◆ Assignment ◆
Scan the entries below for lines holding "Junin". Give the number of such lines alone.

Top of Supplied data

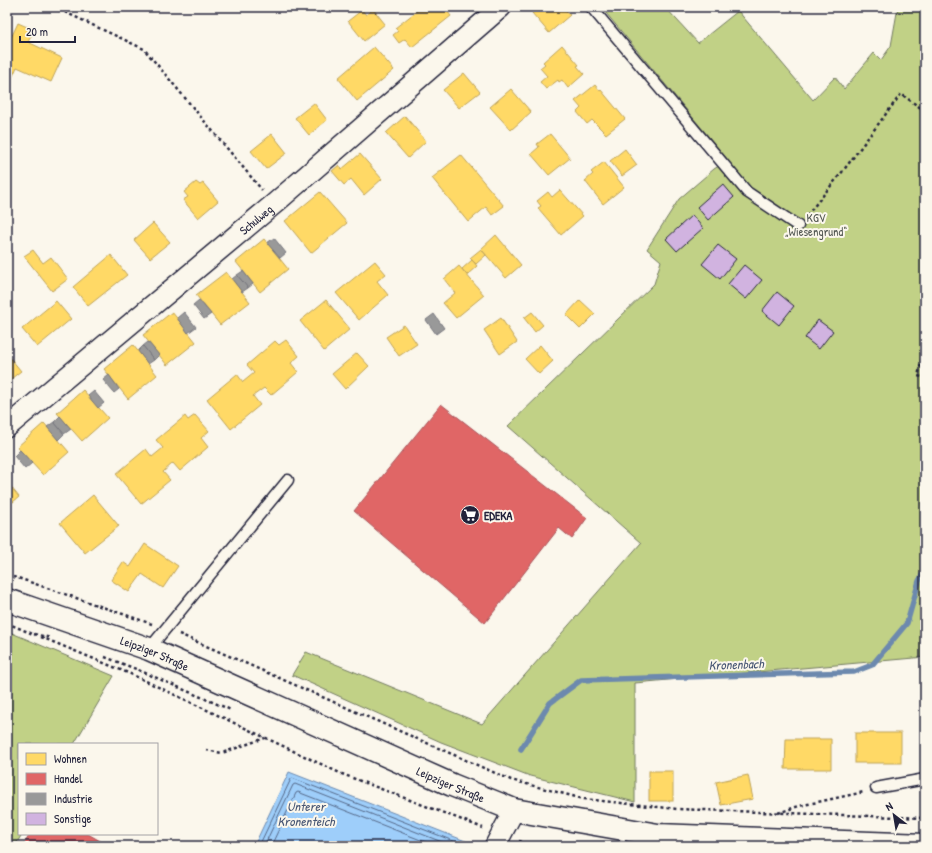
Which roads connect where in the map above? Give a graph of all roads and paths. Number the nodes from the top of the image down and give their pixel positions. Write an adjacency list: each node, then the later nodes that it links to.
1 (54, 7): 5 (path)
2 (501, 7): 5 (street, Schulweg)
3 (591, 7): 6 (lane)
4 (925, 111): 6 (path)
5 (274, 204): 9 (street, Schulweg)
6 (798, 226)
7 (925, 346): 8 (path)
8 (925, 378)
9 (7, 427)
10 (288, 480): 14 (lane)
11 (7, 576): 14 (path)
12 (7, 600): 15 (main road, Leipziger Straße)
13 (7, 623): 16 (path)
14 (166, 628): 15 (lane); 21 (path)
15 (149, 649): 20 (main road, Leipziger Straße)
16 (265, 738): 17 (path); 23 (path)
17 (206, 750)
18 (925, 780): 19 (lane)
19 (876, 788): 21 (path)
20 (514, 810): 23 (street); 24 (main road, Leipziger Straße)
21 (775, 814): 22 (path)
22 (925, 818)
23 (498, 840): 25 (path)
24 (925, 845)
25 (534, 846)

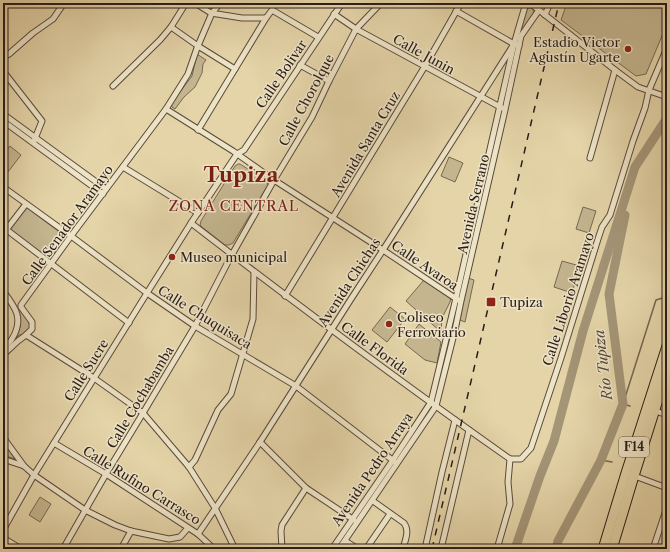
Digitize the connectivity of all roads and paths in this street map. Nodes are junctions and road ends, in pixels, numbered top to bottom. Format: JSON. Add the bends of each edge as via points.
{"nodes":[{"id":1,"x":64,"y":3,"type":"edge"},
{"id":2,"x":186,"y":3,"type":"edge"},
{"id":3,"x":195,"y":3,"type":"edge"},
{"id":4,"x":219,"y":3,"type":"edge"},
{"id":5,"x":342,"y":3,"type":"edge"},
{"id":6,"x":381,"y":3,"type":"edge"},
{"id":7,"x":461,"y":3,"type":"edge"},
{"id":8,"x":526,"y":3,"type":"edge"},
{"id":9,"x":530,"y":3,"type":"edge"},
{"id":10,"x":550,"y":3,"type":"edge"},
{"id":11,"x":539,"y":10,"type":"junction"},
{"id":12,"x":456,"y":11,"type":"junction"},
{"id":13,"x":212,"y":13,"type":"junction"},
{"id":14,"x":334,"y":14,"type":"junction"},
{"id":15,"x":545,"y":15,"type":"junction"},
{"id":16,"x":266,"y":18,"type":"junction"},
{"id":17,"x":171,"y":27,"type":"junction"},
{"id":18,"x":356,"y":29,"type":"junction"},
{"id":19,"x":318,"y":37,"type":"junction"},
{"id":20,"x":517,"y":45,"type":"junction"},
{"id":21,"x":198,"y":46,"type":"junction"},
{"id":22,"x":667,"y":48,"type":"edge"},
{"id":23,"x":3,"y":57,"type":"edge"},
{"id":24,"x":300,"y":65,"type":"junction"},
{"id":25,"x":425,"y":66,"type":"junction"},
{"id":26,"x":235,"y":69,"type":"junction"},
{"id":27,"x":614,"y":70,"type":"junction"},
{"id":28,"x":3,"y":71,"type":"edge"},
{"id":29,"x":329,"y":81,"type":"junction"},
{"id":30,"x":113,"y":86,"type":"dead end"},
{"id":31,"x":649,"y":90,"type":"junction"},
{"id":32,"x":480,"y":97,"type":"junction"},
{"id":33,"x":667,"y":97,"type":"edge"},
{"id":34,"x":500,"y":108,"type":"junction"},
{"id":35,"x":166,"y":110,"type":"junction"},
{"id":36,"x":505,"y":110,"type":"junction"},
{"id":37,"x":3,"y":114,"type":"edge"},
{"id":38,"x":3,"y":121,"type":"edge"},
{"id":39,"x":198,"y":130,"type":"junction"},
{"id":40,"x":34,"y":141,"type":"junction"},
{"id":41,"x":237,"y":154,"type":"junction"},
{"id":42,"x":590,"y":158,"type":"dead end"},
{"id":43,"x":123,"y":167,"type":"junction"},
{"id":44,"x":274,"y":180,"type":"junction"},
{"id":45,"x":3,"y":187,"type":"edge"},
{"id":46,"x":106,"y":189,"type":"junction"},
{"id":47,"x":103,"y":194,"type":"junction"},
{"id":48,"x":26,"y":204,"type":"junction"},
{"id":49,"x":198,"y":213,"type":"junction"},
{"id":50,"x":333,"y":218,"type":"junction"},
{"id":51,"x":191,"y":223,"type":"junction"},
{"id":52,"x":4,"y":231,"type":"edge"},
{"id":53,"x":71,"y":236,"type":"junction"},
{"id":54,"x":383,"y":250,"type":"junction"},
{"id":55,"x":232,"y":255,"type":"junction"},
{"id":56,"x":51,"y":264,"type":"junction"},
{"id":57,"x":254,"y":272,"type":"junction"},
{"id":58,"x":3,"y":291,"type":"edge"},
{"id":59,"x":147,"y":293,"type":"junction"},
{"id":60,"x":285,"y":296,"type":"junction"},
{"id":61,"x":456,"y":298,"type":"junction"},
{"id":62,"x":461,"y":301,"type":"junction"},
{"id":63,"x":128,"y":323,"type":"junction"},
{"id":64,"x":195,"y":326,"type":"junction"},
{"id":65,"x":332,"y":330,"type":"junction"},
{"id":66,"x":26,"y":335,"type":"junction"},
{"id":67,"x":667,"y":346,"type":"edge"},
{"id":68,"x":3,"y":354,"type":"edge"},
{"id":69,"x":242,"y":354,"type":"junction"},
{"id":70,"x":667,"y":371,"type":"edge"},
{"id":71,"x":94,"y":378,"type":"junction"},
{"id":72,"x":296,"y":386,"type":"junction"},
{"id":73,"x":431,"y":402,"type":"junction"},
{"id":74,"x":436,"y":406,"type":"junction"},
{"id":75,"x":651,"y":409,"type":"junction"},
{"id":76,"x":143,"y":413,"type":"junction"},
{"id":77,"x":667,"y":415,"type":"edge"},
{"id":78,"x":455,"y":420,"type":"junction"},
{"id":79,"x":3,"y":430,"type":"edge"},
{"id":80,"x":468,"y":430,"type":"junction"},
{"id":81,"x":4,"y":441,"type":"edge"},
{"id":82,"x":260,"y":442,"type":"junction"},
{"id":83,"x":54,"y":443,"type":"junction"},
{"id":84,"x":3,"y":459,"type":"edge"},
{"id":85,"x":510,"y":459,"type":"junction"},
{"id":86,"x":395,"y":462,"type":"junction"},
{"id":87,"x":24,"y":466,"type":"junction"},
{"id":88,"x":189,"y":467,"type":"junction"},
{"id":89,"x":106,"y":474,"type":"junction"},
{"id":90,"x":630,"y":474,"type":"junction"},
{"id":91,"x":34,"y":475,"type":"junction"},
{"id":92,"x":306,"y":488,"type":"junction"},
{"id":93,"x":667,"y":488,"type":"edge"},
{"id":94,"x":372,"y":501,"type":"junction"},
{"id":95,"x":667,"y":507,"type":"edge"},
{"id":96,"x":215,"y":508,"type":"junction"},
{"id":97,"x":85,"y":510,"type":"junction"},
{"id":98,"x":390,"y":514,"type":"junction"},
{"id":99,"x":352,"y":519,"type":"junction"},
{"id":100,"x":665,"y":520,"type":"edge"},
{"id":101,"x":357,"y":522,"type":"junction"},
{"id":102,"x":188,"y":528,"type":"junction"},
{"id":103,"x":3,"y":530,"type":"edge"},
{"id":104,"x":131,"y":531,"type":"junction"},
{"id":105,"x":198,"y":534,"type":"junction"},
{"id":106,"x":3,"y":538,"type":"edge"},
{"id":107,"x":345,"y":541,"type":"junction"},
{"id":108,"x":21,"y":549,"type":"edge"},
{"id":109,"x":63,"y":549,"type":"edge"},
{"id":110,"x":121,"y":549,"type":"edge"},
{"id":111,"x":214,"y":549,"type":"edge"},
{"id":112,"x":235,"y":549,"type":"edge"},
{"id":113,"x":282,"y":549,"type":"edge"},
{"id":114,"x":332,"y":549,"type":"edge"},
{"id":115,"x":339,"y":549,"type":"edge"},
{"id":116,"x":358,"y":549,"type":"edge"},
{"id":117,"x":366,"y":549,"type":"edge"},
{"id":118,"x":403,"y":549,"type":"edge"},
{"id":119,"x":425,"y":549,"type":"edge"},
{"id":120,"x":441,"y":549,"type":"edge"},
{"id":121,"x":497,"y":549,"type":"edge"},
{"id":122,"x":603,"y":549,"type":"edge"},
{"id":123,"x":612,"y":549,"type":"edge"},
{"id":124,"x":653,"y":549,"type":"edge"}],
"edges":[{"from":1,"to":23,"type":"street","via":[[53,19]]},
{"from":2,"to":17,"type":"street"},
{"from":3,"to":13,"type":"street"},
{"from":4,"to":13,"type":"street","name":"Calle Senador Aramayo"},
{"from":5,"to":14,"type":"street","name":"Calle Bolivar"},
{"from":6,"to":18,"type":"street","name":"Calle Chorolque"},
{"from":7,"to":12,"type":"street","name":"Avenida Santa Cruz"},
{"from":8,"to":20,"type":"street","name":"Avenida Serrano"},
{"from":9,"to":11,"type":"street"},
{"from":10,"to":15,"type":"street"},
{"from":11,"to":15,"type":"street"},
{"from":11,"to":20,"type":"street","name":"Avenida Serrano"},
{"from":12,"to":20,"type":"street"},
{"from":12,"to":25,"type":"street","name":"Avenida Santa Cruz"},
{"from":13,"to":16,"type":"street","via":[[242,18]]},
{"from":13,"to":21,"type":"street","name":"Calle Senador Aramayo"},
{"from":14,"to":18,"type":"street","name":"Calle Junin"},
{"from":14,"to":19,"type":"street","name":"Calle Bolivar"},
{"from":15,"to":27,"type":"street"},
{"from":16,"to":19,"type":"street","via":[[272,10]]},
{"from":16,"to":26,"type":"street"},
{"from":17,"to":21,"type":"street"},
{"from":17,"to":30,"type":"street"},
{"from":18,"to":25,"type":"street","name":"Calle Junin"},
{"from":18,"to":29,"type":"street","name":"Calle Chorolque"},
{"from":19,"to":24,"type":"street","name":"Calle Bolivar"},
{"from":20,"to":32,"type":"street","name":"Avenida Chichas"},
{"from":20,"to":34,"type":"street","name":"Avenida Serrano"},
{"from":20,"to":36,"type":"street","name":"Avenida Serrano"},
{"from":21,"to":26,"type":"street"},
{"from":21,"to":35,"type":"street","name":"Calle Senador Aramayo","via":[[188,74]]},
{"from":22,"to":31,"type":"street","name":"Calle Liborio Aramayo"},
{"from":24,"to":29,"type":"street"},
{"from":24,"to":41,"type":"street","name":"Calle Bolivar","via":[[244,150]]},
{"from":25,"to":32,"type":"street","name":"Calle Junin"},
{"from":25,"to":50,"type":"street","name":"Avenida Santa Cruz"},
{"from":26,"to":39,"type":"street"},
{"from":27,"to":31,"type":"street","via":[[638,87]]},
{"from":27,"to":42,"type":"street"},
{"from":28,"to":40,"type":"street","via":[[42,121]]},
{"from":29,"to":44,"type":"street","name":"Calle Chorolque","via":[[312,117]]},
{"from":31,"to":33,"type":"street"},
{"from":31,"to":85,"type":"street","name":"Calle Liborio Aramayo","via":[[610,215],[602,227],[531,448],[521,459]]},
{"from":32,"to":34,"type":"street","name":"Calle Junin"},
{"from":32,"to":54,"type":"street","name":"Avenida Chichas"},
{"from":34,"to":36,"type":"street","name":"Calle Junin"},
{"from":34,"to":61,"type":"street","name":"Avenida Serrano"},
{"from":35,"to":39,"type":"street","name":"Calle Avaroa"},
{"from":35,"to":43,"type":"street","name":"Calle Senador Aramayo"},
{"from":36,"to":62,"type":"street","name":"Avenida Serrano"},
{"from":37,"to":40,"type":"street"},
{"from":38,"to":40,"type":"street"},
{"from":39,"to":41,"type":"street","name":"Calle Avaroa"},
{"from":40,"to":46,"type":"street"},
{"from":40,"to":47,"type":"street"},
{"from":41,"to":44,"type":"street","name":"Calle Avaroa"},
{"from":41,"to":49,"type":"street","name":"Calle Bolivar"},
{"from":43,"to":46,"type":"street","name":"Calle Senador Aramayo"},
{"from":43,"to":49,"type":"street"},
{"from":44,"to":50,"type":"street","name":"Calle Avaroa"},
{"from":44,"to":55,"type":"street","name":"Calle Chorolque"},
{"from":45,"to":48,"type":"street","name":"Calle Chuquisaca"},
{"from":46,"to":47,"type":"street","name":"Calle Senador Aramayo"},
{"from":47,"to":53,"type":"street","name":"Calle Senador Aramayo"},
{"from":48,"to":52,"type":"street"},
{"from":48,"to":53,"type":"street","name":"Calle Chuquisaca"},
{"from":49,"to":51,"type":"street","name":"Calle Sucre"},
{"from":50,"to":54,"type":"street","name":"Calle Avaroa"},
{"from":50,"to":60,"type":"street","name":"Avenida Santa Cruz"},
{"from":51,"to":55,"type":"street","name":"Calle Florida"},
{"from":51,"to":59,"type":"street","name":"Calle Sucre"},
{"from":52,"to":56,"type":"street"},
{"from":53,"to":56,"type":"street","name":"Calle Senador Aramayo"},
{"from":53,"to":59,"type":"street","name":"Calle Chuquisaca"},
{"from":54,"to":61,"type":"street","name":"Calle Avaroa"},
{"from":54,"to":65,"type":"street","name":"Avenida Chichas"},
{"from":55,"to":57,"type":"street","name":"Calle Florida"},
{"from":55,"to":64,"type":"street","name":"Calle Cochabamba"},
{"from":56,"to":63,"type":"street"},
{"from":56,"to":66,"type":"street","name":"Calle Senador Aramayo","via":[[20,307],[32,322],[32,330]]},
{"from":57,"to":60,"type":"street","name":"Calle Florida"},
{"from":57,"to":69,"type":"street","via":[[253,319]]},
{"from":58,"to":68,"type":"street","via":[[17,312],[19,320],[17,330],[4,348]]},
{"from":59,"to":63,"type":"street","name":"Calle Sucre"},
{"from":59,"to":64,"type":"street","name":"Calle Chuquisaca"},
{"from":60,"to":65,"type":"street","name":"Calle Florida"},
{"from":61,"to":62,"type":"street","name":"Calle Avaroa"},
{"from":61,"to":73,"type":"street","name":"Avenida Serrano"},
{"from":62,"to":74,"type":"street","name":"Avenida Serrano"},
{"from":63,"to":71,"type":"street","name":"Calle Sucre"},
{"from":64,"to":69,"type":"street","name":"Calle Chuquisaca"},
{"from":64,"to":76,"type":"street","name":"Calle Cochabamba"},
{"from":65,"to":72,"type":"street","name":"Avenida Chichas"},
{"from":65,"to":73,"type":"street","name":"Calle Florida"},
{"from":66,"to":68,"type":"street"},
{"from":66,"to":71,"type":"street"},
{"from":67,"to":75,"type":"highway","number":"F14"},
{"from":69,"to":72,"type":"street","name":"Calle Chuquisaca"},
{"from":69,"to":88,"type":"street","via":[[231,394],[218,410],[195,460]]},
{"from":70,"to":75,"type":"highway","number":"F14"},
{"from":71,"to":76,"type":"street"},
{"from":71,"to":83,"type":"street","name":"Calle Sucre"},
{"from":72,"to":82,"type":"street","name":"Avenida Chichas"},
{"from":72,"to":86,"type":"street","name":"Calle Chuquisaca"},
{"from":73,"to":74,"type":"street","name":"Calle Florida"},
{"from":73,"to":86,"type":"street","name":"Avenida Pedro Arraya"},
{"from":74,"to":78,"type":"street","name":"Calle Florida"},
{"from":74,"to":86,"type":"street","name":"Avenida Pedro Arraya"},
{"from":75,"to":77,"type":"street"},
{"from":75,"to":90,"type":"highway","number":"F14"},
{"from":76,"to":88,"type":"street"},
{"from":76,"to":89,"type":"street","name":"Calle Cochabamba"},
{"from":78,"to":80,"type":"street","name":"Calle Florida"},
{"from":78,"to":119,"type":"street"},
{"from":79,"to":81,"type":"street"},
{"from":80,"to":85,"type":"street","name":"Calle Florida"},
{"from":80,"to":120,"type":"street"},
{"from":81,"to":87,"type":"street"},
{"from":82,"to":92,"type":"street"},
{"from":82,"to":96,"type":"street","name":"Avenida Chichas"},
{"from":83,"to":89,"type":"street","name":"Calle Rufino Carrasco"},
{"from":83,"to":91,"type":"street","name":"Calle Sucre"},
{"from":84,"to":87,"type":"street"},
{"from":85,"to":121,"type":"street","via":[[510,504]]},
{"from":86,"to":94,"type":"street","name":"Avenida Pedro Arraya"},
{"from":86,"to":99,"type":"street","name":"Avenida Pedro Arraya"},
{"from":87,"to":91,"type":"street"},
{"from":88,"to":96,"type":"street"},
{"from":89,"to":97,"type":"street","name":"Calle Cochabamba"},
{"from":89,"to":102,"type":"street","name":"Calle Rufino Carrasco"},
{"from":90,"to":93,"type":"street"},
{"from":90,"to":122,"type":"highway","number":"F14"},
{"from":90,"to":123,"type":"highway","number":"F14"},
{"from":91,"to":97,"type":"street"},
{"from":91,"to":103,"type":"street","name":"Calle Sucre"},
{"from":92,"to":99,"type":"street"},
{"from":92,"to":113,"type":"street","via":[[282,525]]},
{"from":94,"to":98,"type":"street"},
{"from":94,"to":101,"type":"street","name":"Avenida Pedro Arraya"},
{"from":95,"to":100,"type":"street"},
{"from":96,"to":105,"type":"street","name":"Avenida Chichas"},
{"from":96,"to":112,"type":"street"},
{"from":97,"to":104,"type":"street"},
{"from":97,"to":109,"type":"street","name":"Calle Cochabamba"},
{"from":98,"to":117,"type":"street"},
{"from":98,"to":118,"type":"street","via":[[407,527]]},
{"from":99,"to":101,"type":"street"},
{"from":99,"to":114,"type":"street","name":"Avenida Pedro Arraya"},
{"from":100,"to":124,"type":"street"},
{"from":101,"to":107,"type":"street","name":"Avenida Pedro Arraya"},
{"from":102,"to":104,"type":"street","via":[[180,537],[169,539]]},
{"from":102,"to":105,"type":"street","name":"Calle Rufino Carrasco"},
{"from":104,"to":110,"type":"street"},
{"from":105,"to":111,"type":"street","name":"Calle Rufino Carrasco"},
{"from":106,"to":108,"type":"street"},
{"from":107,"to":115,"type":"street","name":"Avenida Pedro Arraya"},
{"from":107,"to":116,"type":"street"}]}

Bottom of Supplied data

◆ Exercise result ◆
5